Scattered all over the Solomons are the wrecks of the ships and airplanes belonging to Japanese, US and Australian troops, with Honiara’s port bay known as Iron Bottom Sound because of the huge number of boats sunk there.
A short drive up to Barana village is a journey into the front lines of some of the fiercest fighting. The village has no electricity or running water, but scores of World War II artefacts sit on tables outside its huts.
They include bullets, canteens, toothbrushes, grenades, mortars and helmets that have been placed on display for potential tourists.
“As they [villagers] go about their day’s work … they find human remains all the time,” says Innes, who pays the villagers to keep the relics on display.
“Wherever you are, you are on a battlefield. Honiara didn’t exist before the war. It was eight huts at the mouth of the Matanikau River.
“The signs of battle are everywhere. If you go for a walk in the morning, you are quickly going to find spent cartridges. The long-term influence is very, very significant. Every hill has foxholes in it.
“I can be driving to work and see something and think, ‘Well, 27 marines were killed there.’ It’s overwhelming.”
What worries Innes and others is that the tourists might not get to the hundreds of wrecks that the Solomons houses before they are destroyed by treasure hunters and exposure to the tropical weather.
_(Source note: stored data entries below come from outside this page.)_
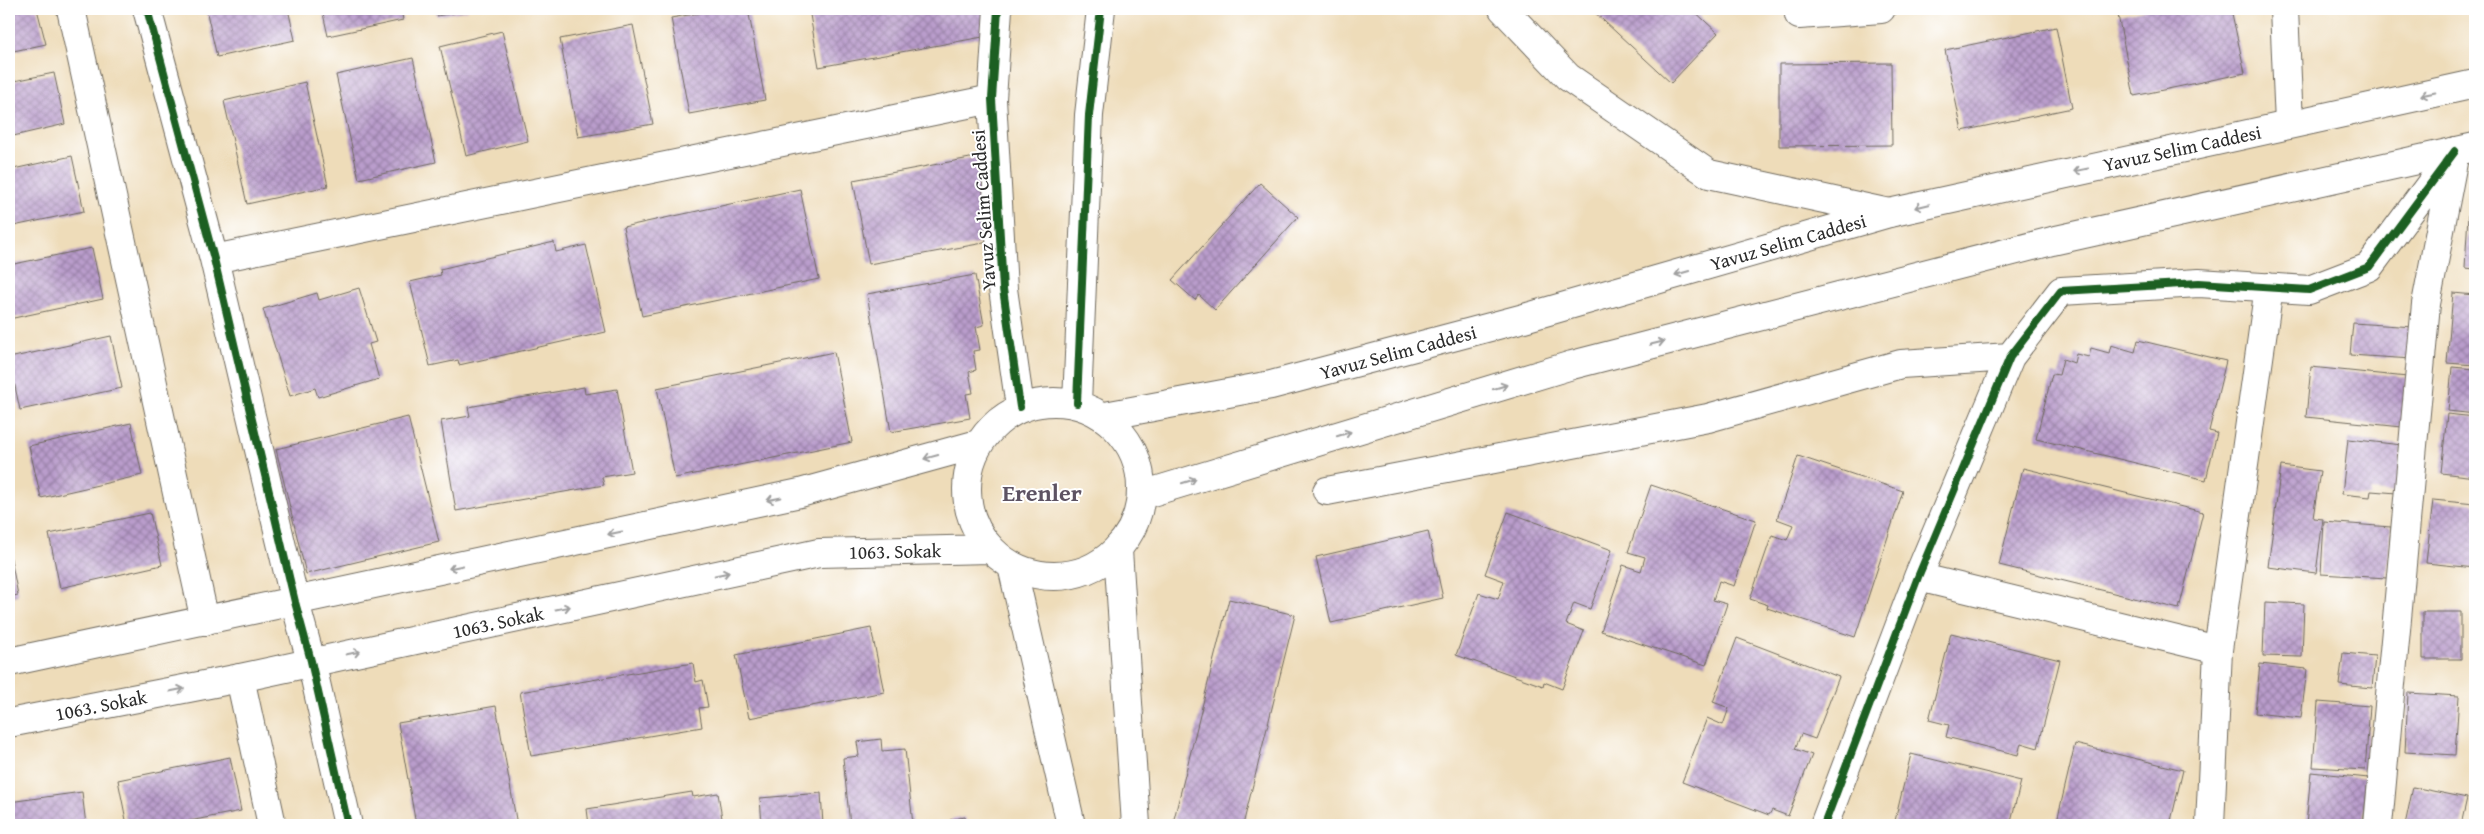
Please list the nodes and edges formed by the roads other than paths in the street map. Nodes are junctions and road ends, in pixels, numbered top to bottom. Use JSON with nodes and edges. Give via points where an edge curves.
{"nodes":[{"id":1,"x":71,"y":9,"type":"edge"},
{"id":2,"x":147,"y":9,"type":"edge"},
{"id":3,"x":998,"y":9,"type":"edge"},
{"id":4,"x":1101,"y":9,"type":"edge"},
{"id":5,"x":1503,"y":9,"type":"edge"},
{"id":6,"x":1881,"y":9,"type":"edge"},
{"id":7,"x":2284,"y":9,"type":"edge"},
{"id":8,"x":1799,"y":15,"type":"dead end"},
{"id":9,"x":2475,"y":84,"type":"edge"},
{"id":10,"x":992,"y":99,"type":"junction"},
{"id":11,"x":2289,"y":124,"type":"junction"},
{"id":12,"x":2465,"y":149,"type":"edge"},
{"id":13,"x":1888,"y":213,"type":"junction"},
{"id":14,"x":214,"y":260,"type":"junction"},
{"id":15,"x":2269,"y":288,"type":"junction"},
{"id":16,"x":2010,"y":358,"type":"junction"},
{"id":17,"x":1078,"y":403,"type":"junction"},
{"id":18,"x":1020,"y":407,"type":"junction"},
{"id":19,"x":1105,"y":416,"type":"junction"},
{"id":20,"x":978,"y":444,"type":"junction"},
{"id":21,"x":1327,"y":491,"type":"dead end"},
{"id":22,"x":1142,"y":495,"type":"junction"},
{"id":23,"x":990,"y":549,"type":"junction"},
{"id":24,"x":1118,"y":550,"type":"junction"},
{"id":25,"x":1012,"y":566,"type":"junction"},
{"id":26,"x":1918,"y":577,"type":"junction"},
{"id":27,"x":294,"y":602,"type":"junction"},
{"id":28,"x":205,"y":622,"type":"junction"},
{"id":29,"x":2218,"y":650,"type":"junction"},
{"id":30,"x":9,"y":662,"type":"edge"},
{"id":31,"x":311,"y":662,"type":"junction"},
{"id":32,"x":240,"y":678,"type":"junction"},
{"id":33,"x":9,"y":722,"type":"edge"},
{"id":34,"x":272,"y":825,"type":"edge"},
{"id":35,"x":348,"y":825,"type":"edge"},
{"id":36,"x":1071,"y":825,"type":"edge"},
{"id":37,"x":1136,"y":825,"type":"edge"},
{"id":38,"x":1824,"y":825,"type":"edge"},
{"id":39,"x":2210,"y":825,"type":"edge"},
{"id":40,"x":2378,"y":825,"type":"edge"}],
"edges":[{"from":1,"to":28,"type":"street"},
{"from":2,"to":14,"type":"street"},
{"from":3,"to":10,"type":"street","name":"Yavuz Selim Caddesi"},
{"from":4,"to":17,"type":"street","via":[[1089,115]]},
{"from":5,"to":13,"type":"street","via":[[1568,77],[1710,174]]},
{"from":6,"to":8,"type":"street"},
{"from":7,"to":11,"type":"street"},
{"from":9,"to":11,"type":"street","name":"Yavuz Selim Caddesi","one_way":true},
{"from":10,"to":14,"type":"street"},
{"from":10,"to":18,"type":"street","name":"Yavuz Selim Caddesi","via":[[1003,289]]},
{"from":11,"to":13,"type":"street","name":"Yavuz Selim Caddesi","one_way":true},
{"from":12,"to":15,"type":"street","via":[[2369,267],[2309,290]]},
{"from":22,"to":12,"type":"street","one_way":true,"via":[[1572,365],[2052,241]]},
{"from":12,"to":40,"type":"street","via":[[2426,304]]},
{"from":13,"to":19,"type":"street","name":"Yavuz Selim Caddesi","one_way":true,"via":[[1524,318],[1271,386]]},
{"from":14,"to":27,"type":"street"},
{"from":15,"to":16,"type":"street","via":[[2199,283],[2061,292]]},
{"from":15,"to":29,"type":"street"},
{"from":16,"to":21,"type":"street","via":[[1901,364],[1708,418]]},
{"from":16,"to":26,"type":"street"},
{"from":17,"to":18,"type":"street","via":[[1047,401]]},
{"from":17,"to":19,"type":"street"},
{"from":18,"to":20,"type":"street","via":[[996,422]]},
{"from":19,"to":22,"type":"street","via":[[1130,444],[1139,465]]},
{"from":20,"to":23,"type":"street","via":[[968,470],[966,498],[974,525]]},
{"from":20,"to":27,"type":"street","one_way":true,"via":[[800,493]]},
{"from":22,"to":24,"type":"street","via":[[1135,525]]},
{"from":23,"to":25,"type":"street"},
{"from":31,"to":23,"type":"street","name":"1063. Sokak","one_way":true,"via":[[819,553]]},
{"from":24,"to":25,"type":"street","via":[[1093,567],[1066,576],[1038,575]]},
{"from":24,"to":37,"type":"street"},
{"from":25,"to":36,"type":"street"},
{"from":26,"to":29,"type":"street"},
{"from":26,"to":38,"type":"street"},
{"from":27,"to":28,"type":"street"},
{"from":27,"to":31,"type":"street"},
{"from":28,"to":30,"type":"street"},
{"from":29,"to":39,"type":"street"},
{"from":31,"to":32,"type":"street","name":"1063. Sokak"},
{"from":31,"to":35,"type":"street"},
{"from":33,"to":32,"type":"street","name":"1063. Sokak","one_way":true},
{"from":32,"to":34,"type":"street"}]}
Under the War Relics Act passed in 1980, it is illegal to take any World War II artefacts out of the Solomons. But the destruction of the wrecks began almost as soon as the war ended, with the crafts cut up for scrap metal.
“Before, there were plenty of them [wrecks],” says Dua. “But they take it to a village and they sell all the aluminium.”
Some would also consider what Dua’s stepfather did to save the wrecks almost as destructive — to transport the wrecks, Kona cut most of them into portions that could then be carried to the remote museum and roughly rigged them back together again with wire.
“My stepfather did the collection because when he was a young boy, he was very interested in the remains, because in the future these things will disappear,” says Dua.
Albert Loare, a local community leader, has also complained about theft and damage to wrecks on Ballalai Island in the north of the country.
“Many unauthorised persons have entered the island and stolen and damaged many of the remaining wrecks and parts to the point that, if something is not done now, a real fear is held that very soon there will be nothing worth remaining,” Loare wrote in a recent issue of The Solomon Star newspaper.
Innes says that prior to laws preventing the removal of World War II artefacts, “collectors were able to ship plane wrecks and suchlike out of the country”. The spread of the battle areas still makes policing the law difficult, he says.
“Although some smuggling out of plane wrecks is sometimes reported, the land owner is the key. By incorporating them into a tourism scheme, where there is something in it for everyone, the history can be better protected,” he says, pointing to the success of Barana village.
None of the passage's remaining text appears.